Plaintiff has not alleged that he presented his claim to the City or alleged facts
sufficient to show that he was excused from doing so.
The City correctly argues that the SAC does not contain any allegation that Plaintiff
presented his intentional infliction of emotional distress claim as required by the California Tort
Claims Act (“CTCA” or “Act”) or that he was excused from complying with the Act’s claims
presentation requirements. (Def.’s Mot. at 4.) In his opposition, Plaintiff asserts, in connection
with his Title VII claim, that he exhausted his administrative remedies prior to commencing this
action. (Pl.’s Opp’n at 7.) Plaintiff’s bare assertion is insufficient to defeat the City’s argument.

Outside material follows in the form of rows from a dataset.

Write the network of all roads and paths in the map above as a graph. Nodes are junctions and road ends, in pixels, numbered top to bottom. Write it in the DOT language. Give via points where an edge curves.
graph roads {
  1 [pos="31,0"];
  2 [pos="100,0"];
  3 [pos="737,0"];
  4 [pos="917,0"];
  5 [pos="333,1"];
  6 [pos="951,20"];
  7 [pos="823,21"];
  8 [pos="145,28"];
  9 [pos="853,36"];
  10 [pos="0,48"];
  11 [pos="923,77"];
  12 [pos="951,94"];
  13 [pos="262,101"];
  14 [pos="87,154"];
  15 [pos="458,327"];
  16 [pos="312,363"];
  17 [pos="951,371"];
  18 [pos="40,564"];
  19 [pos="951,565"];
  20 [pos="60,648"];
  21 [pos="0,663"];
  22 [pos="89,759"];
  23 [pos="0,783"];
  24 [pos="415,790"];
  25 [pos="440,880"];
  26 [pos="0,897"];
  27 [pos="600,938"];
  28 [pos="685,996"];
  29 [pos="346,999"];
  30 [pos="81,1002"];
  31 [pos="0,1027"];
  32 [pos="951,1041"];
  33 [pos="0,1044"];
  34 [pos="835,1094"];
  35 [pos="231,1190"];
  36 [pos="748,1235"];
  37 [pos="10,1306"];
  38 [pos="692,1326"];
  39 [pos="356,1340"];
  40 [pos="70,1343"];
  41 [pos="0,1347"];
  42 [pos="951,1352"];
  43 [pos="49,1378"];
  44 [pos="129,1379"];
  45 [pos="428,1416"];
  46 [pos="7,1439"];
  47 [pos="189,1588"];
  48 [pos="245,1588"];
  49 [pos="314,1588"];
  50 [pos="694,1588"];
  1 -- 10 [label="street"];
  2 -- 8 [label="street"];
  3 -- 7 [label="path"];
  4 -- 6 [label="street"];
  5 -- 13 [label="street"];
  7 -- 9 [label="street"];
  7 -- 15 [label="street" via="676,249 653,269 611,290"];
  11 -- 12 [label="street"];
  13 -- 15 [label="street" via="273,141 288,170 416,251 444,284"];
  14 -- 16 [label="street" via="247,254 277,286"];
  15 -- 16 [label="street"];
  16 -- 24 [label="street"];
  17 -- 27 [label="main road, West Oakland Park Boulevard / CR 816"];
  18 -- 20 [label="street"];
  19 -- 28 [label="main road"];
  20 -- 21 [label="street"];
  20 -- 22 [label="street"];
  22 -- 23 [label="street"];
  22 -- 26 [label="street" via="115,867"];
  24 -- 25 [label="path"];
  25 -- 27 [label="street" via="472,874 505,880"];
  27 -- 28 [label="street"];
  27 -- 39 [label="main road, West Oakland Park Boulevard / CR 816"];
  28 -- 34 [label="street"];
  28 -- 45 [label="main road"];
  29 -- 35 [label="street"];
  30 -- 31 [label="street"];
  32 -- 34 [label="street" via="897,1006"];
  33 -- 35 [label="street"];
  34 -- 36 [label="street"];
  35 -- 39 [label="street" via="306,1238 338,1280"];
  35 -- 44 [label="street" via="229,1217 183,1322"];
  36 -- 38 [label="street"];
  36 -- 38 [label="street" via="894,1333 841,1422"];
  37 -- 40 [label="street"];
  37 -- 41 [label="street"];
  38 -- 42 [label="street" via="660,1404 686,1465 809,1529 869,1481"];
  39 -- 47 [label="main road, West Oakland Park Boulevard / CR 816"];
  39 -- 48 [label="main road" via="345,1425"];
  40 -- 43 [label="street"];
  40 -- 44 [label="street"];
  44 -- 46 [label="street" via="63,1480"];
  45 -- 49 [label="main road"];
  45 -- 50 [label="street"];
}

All claims for money or damages against local public entities must be filed in accordance
with the CTCA. Cal. Gov’t Code § 905. The CTCA provides that a party cannot file an action
for money or damages against a local public agency until a written claim has first been filed with
and adjudicated by the defendant agency. Cal. Gov’t Code §§ 945.4, 950.2. This claims
presentation requirement is a condition precedent to maintaining an action against a local public
entity. Karim-Panahi v. L.A. Police Dep’t, 839 F.2d 621, 627 (9th Cir. 1988). Failure to allege
facts in a complaint demonstrating, or excusing, compliance with the CTCA’s claims presentation
requirements warrants dismissal of a cause of action. State of Cal. v. Superior Court (Bodde), 32
Cal. 4th 1234, 1237, 1238 (2004) (failure to allege facts demonstrating or excusing compliance
with the claim presentation requirement warrants dismissal).
In the SAC, Plaintiff fails to allege compliance with the claims presentation requirements
set forth in the CTCA or allege facts sufficient to establish that he was excused from complying
with these requirements. While he asserts, in his opposition, that he properly exhausted
administrative remedies, he makes that assertion in the context of discussing his Title VII claim,
not his state law claim for intentional infliction of emotional distress. (See Pl.’s Opp’n at 7.)
Moreover, this assertion does not correspond to any allegation in the SAC. Thus, Plaintiff’s
failure to allege that he properly presented his intentional infliction of emotional distress claim to
the City warrants dismissal of the cause of action. See Bodde, 32 Cal. 4th at 1238.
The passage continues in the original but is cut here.